Schweiz: „Marsch fürs Läbe“ kann Demonstration durchführen

Das Verwaltungsgericht des Kantons Zürich hat eine Beschwerde der Stadt Zürich abgewiesen und damit einen Demonstrationszug des Vereins „Marsch fürs Läbe“ befürwortet. Die Stadt akzeptiert das Urteil. Sie kann aber die Route des Marsches neu festlegen. In gut zwei Wochen soll der Bekenntnismarsch zum Schutz von ungeborenem Leben in Zürich abgehalten werden.

Die Sache ging durch verschiedene Instanzen, weil die Stadt Zürich den Umzug durch die Innenstadt nicht bewilligte. Stattdessen wurde eine standortgebundene Kundgebung auf dem Turbinenplatz im früheren Industriegebiet vorgeschlagen. Für sie sei die Gefahr von Gegendemonstrationen zu groß, die Sicherheit der Teilnehmerinnen und Teilnehmer könne nicht gewährleistet werden.

Das Urteil des Züricher Gerichts von diesem Dienstag sagt nun, dass die Stadt die Meinungs- und Kundgebungsfreiheit einschränke. Absicht der Veranstalter des „Marsch fürs Läbe“ sei es ja gerade, mit ihrer Botschaft ein breites Publikum anzusprechen. Das sei bei einer nur auf einen Platz beschränkten Kundgebung aber nicht gegeben.
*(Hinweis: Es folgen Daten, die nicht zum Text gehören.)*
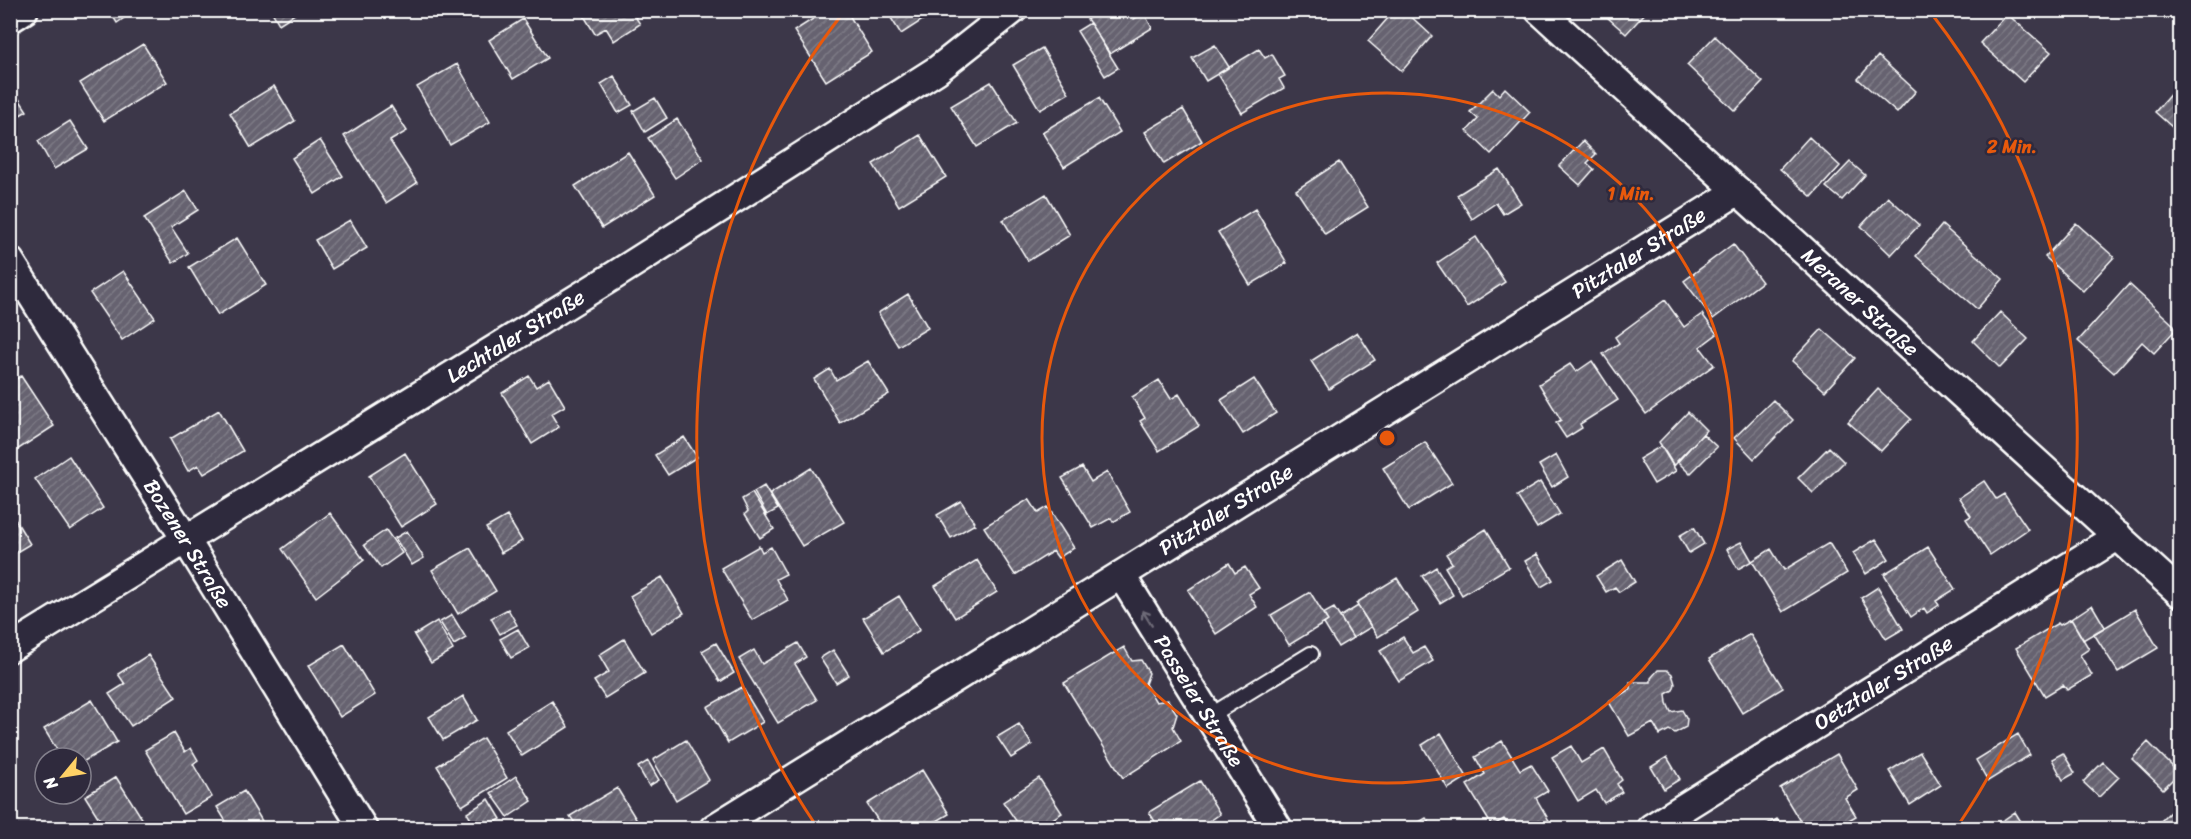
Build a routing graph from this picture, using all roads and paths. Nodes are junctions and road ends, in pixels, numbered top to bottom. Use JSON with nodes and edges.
{"nodes":[{"id":1,"x":24,"y":10,"type":"edge"},
{"id":2,"x":1013,"y":10,"type":"edge"},
{"id":3,"x":1539,"y":10,"type":"edge"},
{"id":4,"x":10,"y":19,"type":"edge"},
{"id":5,"x":1738,"y":191,"type":"junction"},
{"id":6,"x":10,"y":261,"type":"edge"},
{"id":7,"x":2118,"y":536,"type":"junction"},
{"id":8,"x":186,"y":540,"type":"junction"},
{"id":9,"x":1121,"y":575,"type":"junction"},
{"id":10,"x":2181,"y":593,"type":"edge"},
{"id":11,"x":10,"y":648,"type":"edge"},
{"id":12,"x":1311,"y":654,"type":"dead end"},
{"id":13,"x":1208,"y":717,"type":"junction"},
{"id":14,"x":363,"y":828,"type":"edge"},
{"id":15,"x":714,"y":828,"type":"edge"},
{"id":16,"x":1278,"y":828,"type":"edge"},
{"id":17,"x":1651,"y":828,"type":"edge"}],
"edges":[{"from":1,"to":4,"type":"street"},
{"from":2,"to":8,"type":"street","name":"Lechtaler Straße"},
{"from":3,"to":5,"type":"street","name":"Meraner Straße"},
{"from":5,"to":7,"type":"street","name":"Meraner Straße"},
{"from":5,"to":9,"type":"street","name":"Pitztaler Straße"},
{"from":6,"to":8,"type":"street","name":"Bozener Straße"},
{"from":7,"to":10,"type":"street","name":"Meraner Straße"},
{"from":7,"to":17,"type":"street","name":"Oetztaler Straße"},
{"from":8,"to":11,"type":"street","name":"Lechtaler Straße"},
{"from":8,"to":14,"type":"street","name":"Bozener Straße"},
{"from":13,"to":9,"type":"street","name":"Passeier Straße","one_way":true},
{"from":9,"to":15,"type":"street","name":"Pitztaler Straße"},
{"from":12,"to":13,"type":"lane"},
{"from":13,"to":16,"type":"street","name":"Passeier Straße"}]}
Zudem sieht die Gerichtsinstanz im Vorgehen der Sicherheitsdirektion auch einen Widerspruch zur Religions- und Glaubensfreiheit.

Polizeieinsatz bei Gegendemonstranten

Die letzte Austragung des Marsches in Zürich endete 2015 in einem großen Polizeieinsatz: Über 100 Gegendemonstranten wurden von der Polizei eingekesselt und abgeführt. Der Marsch fürs Leben richtet sich gegen Schwangerschaftsabbrüche und Praktiken wie Sterbehilfe oder Stammzellenforschung. Auch in Deutschland, den USA oder Frankreich finden diese Märsche regelmäßig statt und ruft auch dort immer wieder Gegendemonstrationen auf den Plan.